Class conflict, rural – urban divisions, and impunity for criminals created circumstances putting Obando and other political activists at high risk. Murderous paramilitaries associated with the Colombian military, narco-traffickers, mega landowners and multinational corporations control rural areas. Originally fighting for agrarian rights, leftist guerrillas, the FARC in particular, have waged war for almost 50 years. Alvaro Uribe, president from 2002 to 2010, presided over common graves containing thousands of bodies, U.S. takeovers of seven military bases and paramilitary insinuation into Colombian politics. Political resolution of the conflict ran afoul of ongoing slaughter of leftists and former insurgents belonging to the disappeared Patriotic Union electoral coalition, anti-union violence that has taken 27,000 lives since 1986 and terrorist allegations leveled against advocates for a negotiated settlement. Colombia during the past decade has received some $7 billion in military, police, and prison assistance from the United States.

Courageously, Liliany Obando stepped into this maelstrom. She is a documentary filmmaker, the single mother of two children, ages 16 and six, and at the time of her arrest she was a sociology graduate student at the National University. A week before that, she published a report documenting the killing from 1976 on of 1,500 members of the Fensuagro agricultural workers’ union. Obando served as Fensuagro’s human rights director. She had recently toured Australia, Canada and Europe seeking support for Fensuagro’s educational and advocacy work. Along the way, she gained international recognition both as a spokesperson for the rights of women and rural families and as a critic of repression in Colombia.

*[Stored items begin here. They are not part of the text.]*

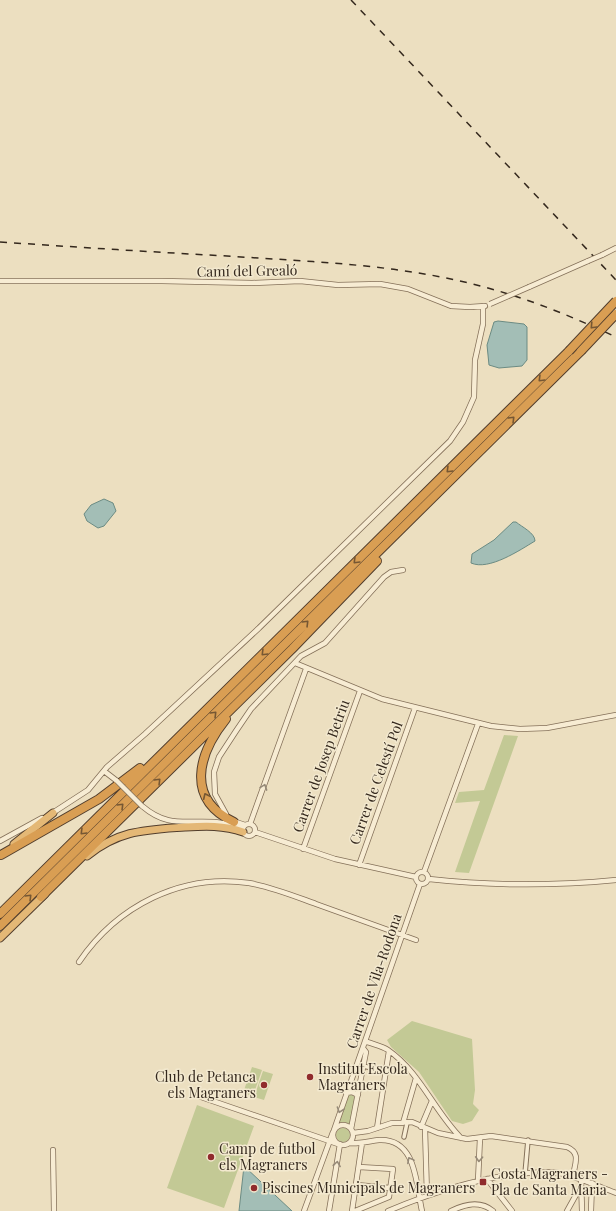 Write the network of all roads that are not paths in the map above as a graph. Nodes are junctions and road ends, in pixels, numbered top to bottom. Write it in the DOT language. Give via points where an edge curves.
graph roads {
  1 [pos="616,248"];
  2 [pos="0,281"];
  3 [pos="616,301"];
  4 [pos="483,306"];
  5 [pos="616,314"];
  6 [pos="485,446"];
  7 [pos="402,570"];
  8 [pos="320,620"];
  9 [pos="295,663"];
  10 [pos="306,669"];
  11 [pos="360,691"];
  12 [pos="415,708"];
  13 [pos="616,715"];
  14 [pos="200,716"];
  15 [pos="478,724"];
  16 [pos="104,771"];
  17 [pos="53,813"];
  18 [pos="234,822"];
  19 [pos="250,824"];
  20 [pos="243,828"];
  21 [pos="255,832"];
  22 [pos="0,841"];
  23 [pos="303,849"];
  24 [pos="0,856"];
  25 [pos="359,865"];
  26 [pos="424,872"];
  27 [pos="416,877"];
  28 [pos="429,879"];
  29 [pos="616,880"];
  30 [pos="420,884"];
  31 [pos="41,897"];
  32 [pos="0,914"];
  33 [pos="0,926"];
  34 [pos="402,935"];
  35 [pos="0,938"];
  36 [pos="416,940"];
  37 [pos="79,962"];
  38 [pos="365,1041"];
  39 [pos="363,1048"];
  40 [pos="389,1051"];
  41 [pos="363,1066"];
  42 [pos="386,1070"];
  43 [pos="416,1078"];
  44 [pos="346,1093"];
  45 [pos="358,1095"];
  46 [pos="201,1097"];
  47 [pos="432,1101"];
  48 [pos="405,1123"];
  49 [pos="377,1128"];
  50 [pos="423,1128"];
  51 [pos="334,1131"];
  52 [pos="352,1131"];
  53 [pos="404,1137"];
  54 [pos="460,1138"];
  55 [pos="480,1138"];
  56 [pos="528,1140"];
  57 [pos="330,1141"];
  58 [pos="349,1143"];
  59 [pos="362,1143"];
  60 [pos="339,1144"];
  61 [pos="53,1150"];
  62 [pos="359,1168"];
  63 [pos="526,1174"];
  64 [pos="573,1176"];
  65 [pos="581,1178"];
  66 [pos="487,1179"];
  67 [pos="478,1181"];
  68 [pos="592,1183"];
  69 [pos="357,1185"];
  70 [pos="390,1188"];
  71 [pos="581,1193"];
  72 [pos="616,1193"];
  73 [pos="427,1195"];
  74 [pos="419,1198"];
  75 [pos="582,1200"];
  76 [pos="590,1200"];
  77 [pos="396,1209"];
  78 [pos="509,1210"];
  79 [pos="54,1211"];
  80 [pos="304,1211"];
  81 [pos="329,1211"];
  82 [pos="353,1211"];
  83 [pos="388,1211"];
  84 [pos="422,1211"];
  85 [pos="451,1211"];
  86 [pos="493,1211"];
  87 [pos="567,1211"];
  88 [pos="582,1211"];
  89 [pos="591,1211"];
  1 -- 4 [label="street, Camí del Grealó, bridge"];
  2 -- 4 [label="street, Camí del Grealó" via="300,281 346,285 380,284 408,289 451,306"];
  3 -- 14 [label="highway, one-way, bridge" via="569,351"];
  4 -- 16 [label="street" via="483,324 474,360 474,397 463,422 450,441 259,628"];
  6 -- 5 [label="highway, one-way, bridge"];
  6 -- 8 [label="highway" via="473,462"];
  33 -- 6 [label="highway, one-way"];
  7 -- 9 [label="street" via="391,572 384,577 325,643"];
  18 -- 8 [label="highway, one-way" via="214,809 204,793 201,773 208,748 236,708"];
  31 -- 8 [label="highway, one-way"];
  9 -- 10 [label="street"];
  9 -- 18 [label="street" via="247,714 216,764 213,777 214,794"];
  10 -- 11 [label="street"];
  19 -- 10 [label="street, one-way"];
  11 -- 12 [label="street"];
  11 -- 23 [label="street, Carrer de Josep Betriu"];
  12 -- 15 [label="street"];
  12 -- 25 [label="street, Carrer de Celestí Pol"];
  13 -- 15 [label="street" via="538,729"];
  14 -- 24 [label="highway" via="192,720 111,791"];
  14 -- 32 [label="highway, one-way"];
  15 -- 26 [label="street"];
  16 -- 17 [label="street" via="88,790"];
  16 -- 20 [label="street, bridge" via="152,815 168,821 216,822"];
  17 -- 22 [label="street"];
  17 -- 24 [label="highway"];
  18 -- 20 [label="street"];
  19 -- 20 [label="street"];
  19 -- 21 [label="street"];
  20 -- 21 [label="street" via="248,836"];
  20 -- 31 [label="highway" via="210,825 151,829 124,835 92,852"];
  21 -- 23 [label="street"];
  23 -- 25 [label="street"];
  25 -- 27 [label="street"];
  26 -- 27 [label="street" via="419,872"];
  26 -- 28 [label="street"];
  27 -- 30 [label="street"];
  28 -- 29 [label="street" via="530,886"];
  28 -- 30 [label="street"];
  30 -- 34 [label="street, Carrer de Vila-Rodona"];
  31 -- 35 [label="highway"];
  34 -- 36 [label="street"];
  34 -- 37 [label="street" via="270,888 239,882 208,882 167,891 131,909 105,929"];
  34 -- 38 [label="street, Carrer de Vila-Rodona"];
  38 -- 39 [label="street, Carrer de Vila-Rodona"];
  38 -- 40 [label="street"];
  39 -- 41 [label="street" via="366,1052"];
  39 -- 44 [label="street, Carrer de Vila-Rodona"];
  40 -- 42 [label="street"];
  40 -- 43 [label="street"];
  41 -- 42 [label="street"];
  41 -- 45 [label="street"];
  42 -- 49 [label="street"];
  43 -- 47 [label="street"];
  43 -- 48 [label="street"];
  44 -- 45 [label="street"];
  44 -- 51 [label="street, Carrer de Vila-Rodona, one-way"];
  45 -- 52 [label="street"];
  46 -- 57 [label="street"];
  47 -- 50 [label="street"];
  47 -- 54 [label="street"];
  48 -- 49 [label="street"];
  48 -- 50 [label="street" via="412,1122"];
  48 -- 53 [label="street"];
  49 -- 52 [label="street"];
  50 -- 54 [label="street"];
  50 -- 73 [label="street"];
  51 -- 52 [label="street" via="343,1125"];
  51 -- 57 [label="street, Carrer de Vila-Rodona"];
  51 -- 60 [label="street" via="334,1139"];
  52 -- 58 [label="street" via="352,1140"];
  54 -- 55 [label="street"];
  55 -- 56 [label="street" via="491,1136"];
  55 -- 67 [label="street, one-way"];
  56 -- 63 [label="street"];
  56 -- 64 [label="street" via="567,1146 574,1150 577,1156"];
  57 -- 60 [label="street"];
  57 -- 80 [label="street, Carrer de Vila-Rodona"];
  58 -- 59 [label="street"];
  58 -- 60 [label="street"];
  59 -- 62 [label="street"];
  74 -- 59 [label="street, one-way" via="412,1163 405,1150 394,1142 380,1140"];
  81 -- 60 [label="street, one-way"];
  61 -- 79 [label="street"];
  62 -- 69 [label="street"];
  62 -- 70 [label="street" via="393,1169"];
  63 -- 64 [label="street" via="557,1172"];
  63 -- 66 [label="street"];
  64 -- 65 [label="street"];
  65 -- 68 [label="street"];
  65 -- 71 [label="street"];
  66 -- 67 [label="street"];
  66 -- 78 [label="street"];
  67 -- 73 [label="street"];
  68 -- 72 [label="street"];
  68 -- 76 [label="street"];
  69 -- 70 [label="street"];
  69 -- 82 [label="street"];
  70 -- 82 [label="street" via="389,1197"];
  71 -- 75 [label="street"];
  71 -- 87 [label="street" via="577,1193"];
  73 -- 74 [label="street"];
  74 -- 77 [label="street"];
  74 -- 84 [label="street"];
  75 -- 76 [label="street"];
  75 -- 88 [label="street"];
  76 -- 89 [label="street"];
  77 -- 83 [label="street"];
  85 -- 86 [label="street" via="476,1203"];
}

Fensuagro, with 80,000 members, is the largest peasant and farm worker union in Colombia. Half its members are landless peasants, 30 percent small landowners, 20 percent sharecroppers and 43 percent women. For decades, conflict over land has been center stage in Colombia. Industrial scale agriculture, mining, oil extraction and hydroelectric projects are well ensconced. Multinational mining corporations, for example, hold concessions applying to 40 percent of Colombian land. Those in charge are on guard against the landless, small farmers and agricultural workers who fight for their rights, many of them African-descended or indigenous. The 1928 massacre by the Colombian army of 3,000 banana workers near Santa Marta set the tone. Liliany Obando, unsurprisingly, was targeted.

Obando describes herself as a communist and survivor of the Patriotic Union massacre. She told an interviewer: “My work has to do with bringing human rights tools and legal material to peasant communities …That’s what disturbs governments, all of them: the fact that there are people out there defending the human rights of the most vulnerable populations.” In prison she advocates for fellow political prisoners, often protesting prisoner mistreatment.

The Colombian regime came across a tool for rounding up or intimidating enemies. On March 1, 2008, its military, relying on U.S. intelligence, decimated a FARC encampment in Ecuador. In the process, troops seized computers belonging to FARC leader Raul Reyes, killed in the attack. Within days, the government took information allegedly derived from Reyes’ email communications to intensify repression that ensnared Liliany Obando. A year later, police functionary Ronald Coy, who handled the seized computer files, testified in court that the alleged material appeared in word documents, not emails, and was thus susceptible to manipulation.

In mid-May, 2011, the Colombian Supreme Judicial Court invalidated prosecution of ex-parliamentarian Wilson Borja, ruling that the government failed to demonstrate a legally valid chain of custody for the disputed computers files. Later, that decision led to the release of political prisoner Miguel Angel Beltran and withdrawal of an extradition request aimed at Chilean communist Manuel Oblate, both charged with supporting the FARC. Liliany Obando and other witch-hunt victims remain in custody.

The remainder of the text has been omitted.